=== WORK ORDER ===
Write each entry down again precisely, skipping nothing.

=== RECORD SET ===

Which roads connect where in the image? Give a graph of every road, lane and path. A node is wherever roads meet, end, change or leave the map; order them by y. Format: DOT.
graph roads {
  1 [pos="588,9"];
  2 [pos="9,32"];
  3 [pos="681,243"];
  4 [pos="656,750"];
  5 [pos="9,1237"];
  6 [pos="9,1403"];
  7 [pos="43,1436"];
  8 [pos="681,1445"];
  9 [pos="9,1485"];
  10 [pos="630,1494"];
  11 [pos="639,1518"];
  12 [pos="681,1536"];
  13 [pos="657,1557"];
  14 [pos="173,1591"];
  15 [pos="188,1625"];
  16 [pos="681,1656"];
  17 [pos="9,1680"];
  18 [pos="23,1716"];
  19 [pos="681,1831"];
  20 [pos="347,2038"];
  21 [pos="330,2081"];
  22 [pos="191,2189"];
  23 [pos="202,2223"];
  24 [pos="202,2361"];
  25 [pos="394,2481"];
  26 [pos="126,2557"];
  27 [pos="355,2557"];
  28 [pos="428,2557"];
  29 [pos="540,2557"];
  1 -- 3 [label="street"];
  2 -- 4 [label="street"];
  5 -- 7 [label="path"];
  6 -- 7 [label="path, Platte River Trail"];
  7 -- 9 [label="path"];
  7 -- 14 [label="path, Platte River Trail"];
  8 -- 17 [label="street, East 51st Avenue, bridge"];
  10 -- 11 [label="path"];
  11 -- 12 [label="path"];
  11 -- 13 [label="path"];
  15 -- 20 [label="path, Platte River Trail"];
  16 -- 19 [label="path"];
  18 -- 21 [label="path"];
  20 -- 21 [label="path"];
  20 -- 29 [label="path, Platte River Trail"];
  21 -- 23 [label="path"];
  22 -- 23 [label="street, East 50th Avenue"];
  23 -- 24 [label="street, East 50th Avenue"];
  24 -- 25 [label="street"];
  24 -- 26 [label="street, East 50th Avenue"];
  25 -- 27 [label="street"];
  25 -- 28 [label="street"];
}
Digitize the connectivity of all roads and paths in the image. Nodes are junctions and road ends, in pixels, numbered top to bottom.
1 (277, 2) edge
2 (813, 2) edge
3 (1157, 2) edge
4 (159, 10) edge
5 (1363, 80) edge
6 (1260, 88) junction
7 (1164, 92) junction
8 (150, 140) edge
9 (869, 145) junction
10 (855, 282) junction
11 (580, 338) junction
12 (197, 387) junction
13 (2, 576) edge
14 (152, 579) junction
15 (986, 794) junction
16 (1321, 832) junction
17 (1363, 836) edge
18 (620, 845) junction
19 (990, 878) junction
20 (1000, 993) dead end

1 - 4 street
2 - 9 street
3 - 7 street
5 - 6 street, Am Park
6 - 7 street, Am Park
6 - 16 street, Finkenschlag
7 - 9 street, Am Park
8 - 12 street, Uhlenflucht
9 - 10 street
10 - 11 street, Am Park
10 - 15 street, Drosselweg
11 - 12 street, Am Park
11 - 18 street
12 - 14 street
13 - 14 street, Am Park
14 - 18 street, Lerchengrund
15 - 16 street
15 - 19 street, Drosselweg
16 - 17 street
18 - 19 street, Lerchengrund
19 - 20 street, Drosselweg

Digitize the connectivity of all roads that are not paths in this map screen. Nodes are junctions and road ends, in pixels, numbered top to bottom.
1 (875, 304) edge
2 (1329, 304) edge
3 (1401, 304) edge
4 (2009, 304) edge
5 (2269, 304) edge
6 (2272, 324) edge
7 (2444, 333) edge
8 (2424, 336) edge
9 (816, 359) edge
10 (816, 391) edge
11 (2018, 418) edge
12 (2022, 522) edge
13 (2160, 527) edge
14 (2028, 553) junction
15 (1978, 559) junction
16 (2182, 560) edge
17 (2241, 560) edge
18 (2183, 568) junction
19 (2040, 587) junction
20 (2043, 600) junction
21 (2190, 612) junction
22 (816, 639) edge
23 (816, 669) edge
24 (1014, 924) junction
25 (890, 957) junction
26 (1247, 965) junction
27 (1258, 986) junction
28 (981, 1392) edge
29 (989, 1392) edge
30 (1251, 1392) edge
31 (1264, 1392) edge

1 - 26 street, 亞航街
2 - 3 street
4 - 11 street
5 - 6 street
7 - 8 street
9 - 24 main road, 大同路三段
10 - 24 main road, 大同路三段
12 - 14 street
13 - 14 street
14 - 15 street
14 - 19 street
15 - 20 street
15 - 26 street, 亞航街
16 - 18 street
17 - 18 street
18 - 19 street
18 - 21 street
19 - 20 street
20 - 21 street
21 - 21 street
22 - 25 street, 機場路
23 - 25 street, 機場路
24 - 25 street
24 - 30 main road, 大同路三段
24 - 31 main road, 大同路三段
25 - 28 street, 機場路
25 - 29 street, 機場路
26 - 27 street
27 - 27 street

=== RESPONSE FOR THIS EXERCISE ===
Which roads connect where in the image? Give a graph of every road, lane and path. A node is wherever roads meet, end, change or leave the map; order them by y. Format: DOT.
graph roads {
  1 [pos="588,9"];
  2 [pos="9,32"];
  3 [pos="681,243"];
  4 [pos="656,750"];
  5 [pos="9,1237"];
  6 [pos="9,1403"];
  7 [pos="43,1436"];
  8 [pos="681,1445"];
  9 [pos="9,1485"];
  10 [pos="630,1494"];
  11 [pos="639,1518"];
  12 [pos="681,1536"];
  13 [pos="657,1557"];
  14 [pos="173,1591"];
  15 [pos="188,1625"];
  16 [pos="681,1656"];
  17 [pos="9,1680"];
  18 [pos="23,1716"];
  19 [pos="681,1831"];
  20 [pos="347,2038"];
  21 [pos="330,2081"];
  22 [pos="191,2189"];
  23 [pos="202,2223"];
  24 [pos="202,2361"];
  25 [pos="394,2481"];
  26 [pos="126,2557"];
  27 [pos="355,2557"];
  28 [pos="428,2557"];
  29 [pos="540,2557"];
  1 -- 3 [label="street"];
  2 -- 4 [label="street"];
  5 -- 7 [label="path"];
  6 -- 7 [label="path, Platte River Trail"];
  7 -- 9 [label="path"];
  7 -- 14 [label="path, Platte River Trail"];
  8 -- 17 [label="street, East 51st Avenue, bridge"];
  10 -- 11 [label="path"];
  11 -- 12 [label="path"];
  11 -- 13 [label="path"];
  15 -- 20 [label="path, Platte River Trail"];
  16 -- 19 [label="path"];
  18 -- 21 [label="path"];
  20 -- 21 [label="path"];
  20 -- 29 [label="path, Platte River Trail"];
  21 -- 23 [label="path"];
  22 -- 23 [label="street, East 50th Avenue"];
  23 -- 24 [label="street, East 50th Avenue"];
  24 -- 25 [label="street"];
  24 -- 26 [label="street, East 50th Avenue"];
  25 -- 27 [label="street"];
  25 -- 28 [label="street"];
}
Digitize the connectivity of all roads and paths in the image. Nodes are junctions and road ends, in pixels, numbered top to bottom.
1 (277, 2) edge
2 (813, 2) edge
3 (1157, 2) edge
4 (159, 10) edge
5 (1363, 80) edge
6 (1260, 88) junction
7 (1164, 92) junction
8 (150, 140) edge
9 (869, 145) junction
10 (855, 282) junction
11 (580, 338) junction
12 (197, 387) junction
13 (2, 576) edge
14 (152, 579) junction
15 (986, 794) junction
16 (1321, 832) junction
17 (1363, 836) edge
18 (620, 845) junction
19 (990, 878) junction
20 (1000, 993) dead end

1 - 4 street
2 - 9 street
3 - 7 street
5 - 6 street, Am Park
6 - 7 street, Am Park
6 - 16 street, Finkenschlag
7 - 9 street, Am Park
8 - 12 street, Uhlenflucht
9 - 10 street
10 - 11 street, Am Park
10 - 15 street, Drosselweg
11 - 12 street, Am Park
11 - 18 street
12 - 14 street
13 - 14 street, Am Park
14 - 18 street, Lerchengrund
15 - 16 street
15 - 19 street, Drosselweg
16 - 17 street
18 - 19 street, Lerchengrund
19 - 20 street, Drosselweg

Digitize the connectivity of all roads that are not paths in this map screen. Nodes are junctions and road ends, in pixels, numbered top to bottom.
1 (875, 304) edge
2 (1329, 304) edge
3 (1401, 304) edge
4 (2009, 304) edge
5 (2269, 304) edge
6 (2272, 324) edge
7 (2444, 333) edge
8 (2424, 336) edge
9 (816, 359) edge
10 (816, 391) edge
11 (2018, 418) edge
12 (2022, 522) edge
13 (2160, 527) edge
14 (2028, 553) junction
15 (1978, 559) junction
16 (2182, 560) edge
17 (2241, 560) edge
18 (2183, 568) junction
19 (2040, 587) junction
20 (2043, 600) junction
21 (2190, 612) junction
22 (816, 639) edge
23 (816, 669) edge
24 (1014, 924) junction
25 (890, 957) junction
26 (1247, 965) junction
27 (1258, 986) junction
28 (981, 1392) edge
29 (989, 1392) edge
30 (1251, 1392) edge
31 (1264, 1392) edge

1 - 26 street, 亞航街
2 - 3 street
4 - 11 street
5 - 6 street
7 - 8 street
9 - 24 main road, 大同路三段
10 - 24 main road, 大同路三段
12 - 14 street
13 - 14 street
14 - 15 street
14 - 19 street
15 - 20 street
15 - 26 street, 亞航街
16 - 18 street
17 - 18 street
18 - 19 street
18 - 21 street
19 - 20 street
20 - 21 street
21 - 21 street
22 - 25 street, 機場路
23 - 25 street, 機場路
24 - 25 street
24 - 30 main road, 大同路三段
24 - 31 main road, 大同路三段
25 - 28 street, 機場路
25 - 29 street, 機場路
26 - 27 street
27 - 27 street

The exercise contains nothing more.